• [Description of the task] With the string "Naples" as the filter, copy each matching line from the records.

• [Dataset entries]
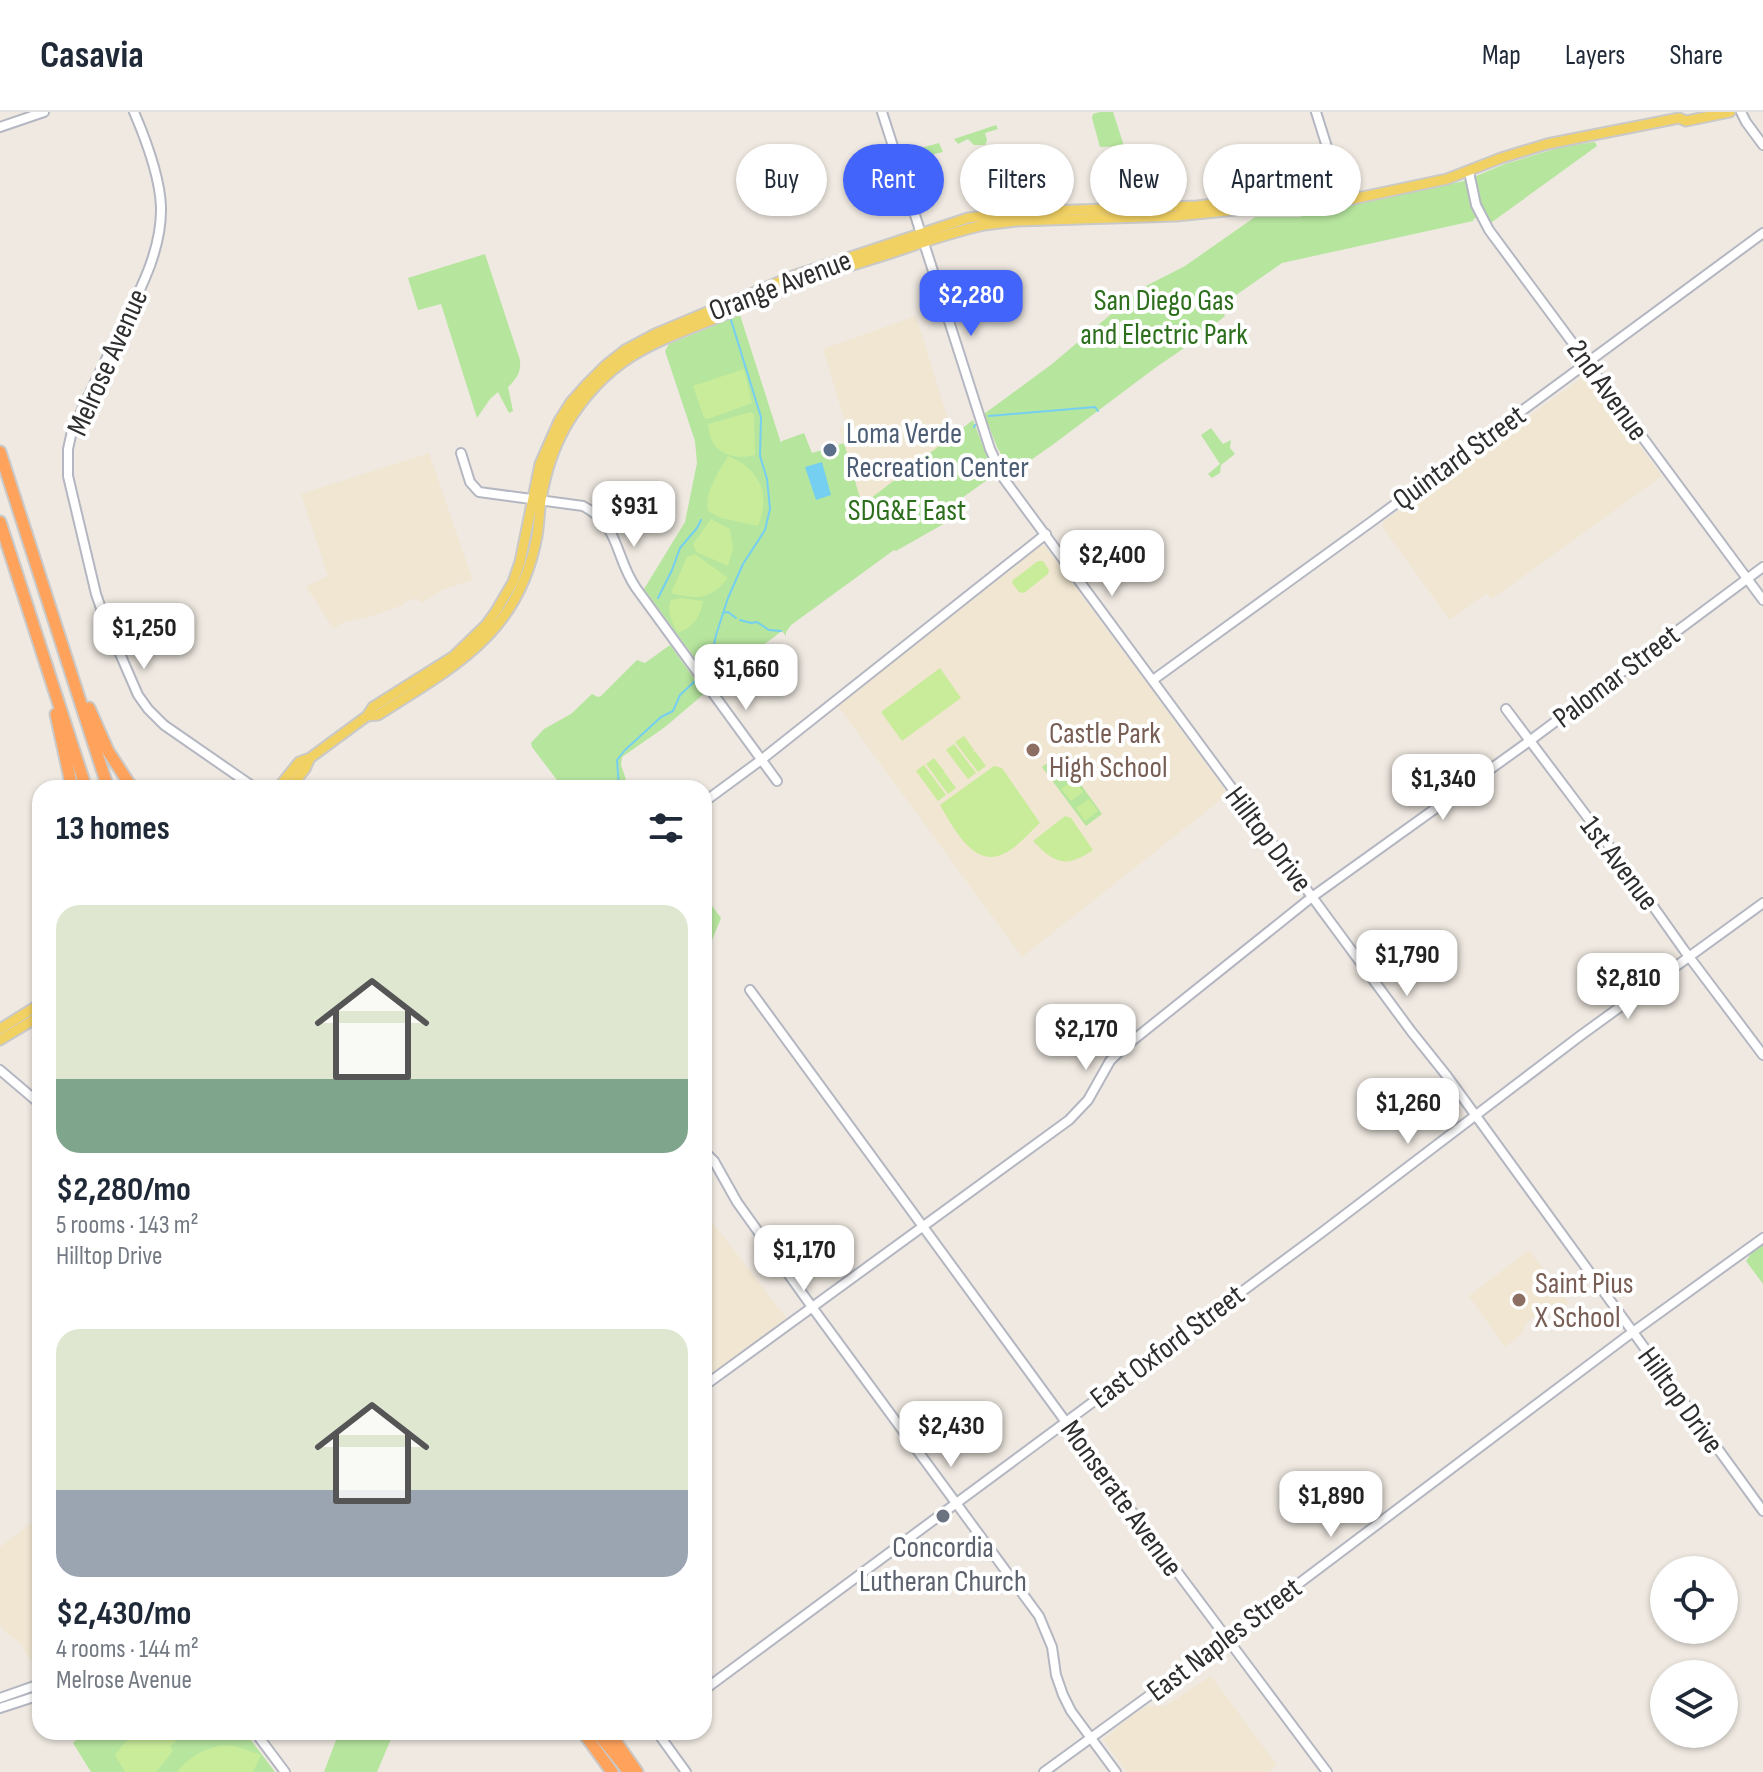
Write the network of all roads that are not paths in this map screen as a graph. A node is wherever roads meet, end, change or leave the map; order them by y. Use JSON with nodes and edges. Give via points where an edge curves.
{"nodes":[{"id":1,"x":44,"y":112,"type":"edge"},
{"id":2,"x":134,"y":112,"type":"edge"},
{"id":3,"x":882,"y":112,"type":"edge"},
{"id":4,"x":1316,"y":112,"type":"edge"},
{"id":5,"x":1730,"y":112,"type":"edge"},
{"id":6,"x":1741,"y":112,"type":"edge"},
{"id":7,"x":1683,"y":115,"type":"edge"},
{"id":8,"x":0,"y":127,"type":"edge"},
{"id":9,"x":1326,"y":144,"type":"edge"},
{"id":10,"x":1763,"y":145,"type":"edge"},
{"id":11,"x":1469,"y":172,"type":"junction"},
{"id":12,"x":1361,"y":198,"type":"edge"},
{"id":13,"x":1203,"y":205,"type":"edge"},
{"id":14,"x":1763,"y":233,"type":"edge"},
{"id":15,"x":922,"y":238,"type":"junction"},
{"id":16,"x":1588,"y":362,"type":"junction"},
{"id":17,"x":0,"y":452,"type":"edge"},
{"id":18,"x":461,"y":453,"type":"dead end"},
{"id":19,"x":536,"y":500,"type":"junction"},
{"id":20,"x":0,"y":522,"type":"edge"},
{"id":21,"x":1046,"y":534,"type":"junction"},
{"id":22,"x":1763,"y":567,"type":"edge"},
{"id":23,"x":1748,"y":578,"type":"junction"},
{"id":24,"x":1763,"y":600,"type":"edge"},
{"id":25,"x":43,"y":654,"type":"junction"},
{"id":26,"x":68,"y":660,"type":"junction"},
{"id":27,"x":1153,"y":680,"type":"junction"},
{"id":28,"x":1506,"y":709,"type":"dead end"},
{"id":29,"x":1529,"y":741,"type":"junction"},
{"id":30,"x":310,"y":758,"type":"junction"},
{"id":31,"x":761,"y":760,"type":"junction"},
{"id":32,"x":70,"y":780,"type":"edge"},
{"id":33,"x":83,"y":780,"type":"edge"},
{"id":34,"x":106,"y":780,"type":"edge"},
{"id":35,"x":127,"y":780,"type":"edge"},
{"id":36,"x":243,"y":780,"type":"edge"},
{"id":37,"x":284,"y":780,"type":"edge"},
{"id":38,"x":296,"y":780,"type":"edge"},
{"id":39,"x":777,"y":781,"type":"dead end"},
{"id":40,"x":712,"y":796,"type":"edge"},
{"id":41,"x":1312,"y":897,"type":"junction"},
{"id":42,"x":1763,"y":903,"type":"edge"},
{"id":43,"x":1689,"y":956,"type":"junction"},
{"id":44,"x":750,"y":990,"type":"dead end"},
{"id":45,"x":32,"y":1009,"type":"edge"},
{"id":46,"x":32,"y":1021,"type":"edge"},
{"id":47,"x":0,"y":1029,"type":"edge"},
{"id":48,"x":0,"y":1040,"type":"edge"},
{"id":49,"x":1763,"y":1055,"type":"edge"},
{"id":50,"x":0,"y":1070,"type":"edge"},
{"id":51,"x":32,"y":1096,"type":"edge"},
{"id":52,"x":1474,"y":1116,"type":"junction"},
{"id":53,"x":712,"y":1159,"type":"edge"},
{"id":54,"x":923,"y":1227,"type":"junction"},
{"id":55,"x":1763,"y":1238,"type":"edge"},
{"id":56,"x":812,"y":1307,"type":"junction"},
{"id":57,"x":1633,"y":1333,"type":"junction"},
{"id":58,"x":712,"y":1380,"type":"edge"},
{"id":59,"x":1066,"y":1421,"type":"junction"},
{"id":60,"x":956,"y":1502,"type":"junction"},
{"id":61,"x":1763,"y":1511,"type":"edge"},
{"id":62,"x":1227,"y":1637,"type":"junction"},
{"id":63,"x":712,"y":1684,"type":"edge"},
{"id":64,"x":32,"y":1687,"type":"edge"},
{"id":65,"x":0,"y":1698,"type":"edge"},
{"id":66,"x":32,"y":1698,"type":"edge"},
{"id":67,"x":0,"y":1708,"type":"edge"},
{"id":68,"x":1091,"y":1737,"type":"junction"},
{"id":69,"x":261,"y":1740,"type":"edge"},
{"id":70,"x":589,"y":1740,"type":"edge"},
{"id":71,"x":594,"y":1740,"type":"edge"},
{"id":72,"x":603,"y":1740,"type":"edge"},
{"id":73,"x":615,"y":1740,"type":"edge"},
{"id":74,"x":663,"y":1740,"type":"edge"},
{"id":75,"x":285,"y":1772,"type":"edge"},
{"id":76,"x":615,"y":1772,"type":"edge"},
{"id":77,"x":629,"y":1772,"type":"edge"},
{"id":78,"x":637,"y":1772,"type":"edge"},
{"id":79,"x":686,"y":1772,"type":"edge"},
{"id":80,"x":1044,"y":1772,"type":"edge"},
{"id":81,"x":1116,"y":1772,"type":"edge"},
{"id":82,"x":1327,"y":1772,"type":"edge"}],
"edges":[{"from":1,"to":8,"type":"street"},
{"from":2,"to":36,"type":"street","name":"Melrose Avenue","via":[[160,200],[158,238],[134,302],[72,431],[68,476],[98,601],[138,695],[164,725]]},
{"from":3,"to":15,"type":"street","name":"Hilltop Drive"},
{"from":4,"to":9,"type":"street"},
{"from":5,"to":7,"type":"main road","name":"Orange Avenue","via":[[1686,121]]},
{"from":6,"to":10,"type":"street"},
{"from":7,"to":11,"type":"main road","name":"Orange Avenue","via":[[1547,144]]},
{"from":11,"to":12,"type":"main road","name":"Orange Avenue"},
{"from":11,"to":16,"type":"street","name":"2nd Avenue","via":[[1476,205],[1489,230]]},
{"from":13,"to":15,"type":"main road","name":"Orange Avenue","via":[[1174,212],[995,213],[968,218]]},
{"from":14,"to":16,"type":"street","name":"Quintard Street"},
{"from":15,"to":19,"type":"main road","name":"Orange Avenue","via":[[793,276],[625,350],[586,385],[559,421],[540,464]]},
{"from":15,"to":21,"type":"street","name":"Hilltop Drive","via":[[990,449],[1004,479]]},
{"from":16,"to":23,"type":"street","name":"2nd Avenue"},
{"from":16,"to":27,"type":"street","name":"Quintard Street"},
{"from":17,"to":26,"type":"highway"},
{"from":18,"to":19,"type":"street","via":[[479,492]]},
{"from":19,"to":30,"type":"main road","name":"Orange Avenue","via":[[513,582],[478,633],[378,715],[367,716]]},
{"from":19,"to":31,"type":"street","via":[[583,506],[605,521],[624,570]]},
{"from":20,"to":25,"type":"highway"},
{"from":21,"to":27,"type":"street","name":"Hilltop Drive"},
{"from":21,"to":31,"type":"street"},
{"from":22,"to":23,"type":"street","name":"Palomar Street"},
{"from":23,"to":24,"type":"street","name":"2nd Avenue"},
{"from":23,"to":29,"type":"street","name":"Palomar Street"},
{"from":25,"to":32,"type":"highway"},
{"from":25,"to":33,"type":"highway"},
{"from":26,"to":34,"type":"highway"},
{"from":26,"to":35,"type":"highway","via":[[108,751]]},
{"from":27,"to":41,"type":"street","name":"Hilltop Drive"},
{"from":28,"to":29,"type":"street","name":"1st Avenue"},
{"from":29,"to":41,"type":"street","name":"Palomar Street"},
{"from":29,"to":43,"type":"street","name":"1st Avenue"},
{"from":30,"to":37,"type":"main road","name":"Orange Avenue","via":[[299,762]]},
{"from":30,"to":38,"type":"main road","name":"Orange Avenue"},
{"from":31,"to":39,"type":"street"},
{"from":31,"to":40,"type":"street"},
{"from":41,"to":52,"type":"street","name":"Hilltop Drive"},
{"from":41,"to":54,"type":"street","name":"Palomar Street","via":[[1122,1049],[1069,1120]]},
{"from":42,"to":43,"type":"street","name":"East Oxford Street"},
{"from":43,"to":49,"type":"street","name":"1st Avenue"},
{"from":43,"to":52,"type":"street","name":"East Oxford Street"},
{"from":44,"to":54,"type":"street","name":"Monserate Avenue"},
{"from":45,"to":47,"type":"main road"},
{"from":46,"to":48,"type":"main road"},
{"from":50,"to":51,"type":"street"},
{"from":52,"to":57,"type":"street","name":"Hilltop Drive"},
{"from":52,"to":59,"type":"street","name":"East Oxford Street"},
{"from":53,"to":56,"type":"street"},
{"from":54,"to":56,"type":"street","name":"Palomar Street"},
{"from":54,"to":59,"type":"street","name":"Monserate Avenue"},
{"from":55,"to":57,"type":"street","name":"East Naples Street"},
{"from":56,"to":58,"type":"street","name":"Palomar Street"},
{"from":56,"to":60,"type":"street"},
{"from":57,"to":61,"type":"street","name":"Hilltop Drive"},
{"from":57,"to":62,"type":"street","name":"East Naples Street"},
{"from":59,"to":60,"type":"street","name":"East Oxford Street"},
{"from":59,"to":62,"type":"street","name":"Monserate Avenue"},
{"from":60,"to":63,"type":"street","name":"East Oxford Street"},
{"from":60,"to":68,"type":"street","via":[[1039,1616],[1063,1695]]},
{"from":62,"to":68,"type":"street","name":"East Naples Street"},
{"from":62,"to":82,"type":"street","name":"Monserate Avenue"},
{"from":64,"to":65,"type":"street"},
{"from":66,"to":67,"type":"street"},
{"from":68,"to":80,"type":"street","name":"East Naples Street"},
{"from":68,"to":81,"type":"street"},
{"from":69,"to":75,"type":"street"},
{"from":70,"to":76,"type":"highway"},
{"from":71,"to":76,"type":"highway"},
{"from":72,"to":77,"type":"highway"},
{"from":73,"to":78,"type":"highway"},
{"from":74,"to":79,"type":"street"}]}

• [Result]
{"from":55,"to":57,"type":"street","name":"East Naples Street"},
{"from":57,"to":62,"type":"street","name":"East Naples Street"},
{"from":62,"to":68,"type":"street","name":"East Naples Street"},
{"from":68,"to":80,"type":"street","name":"East Naples Street"},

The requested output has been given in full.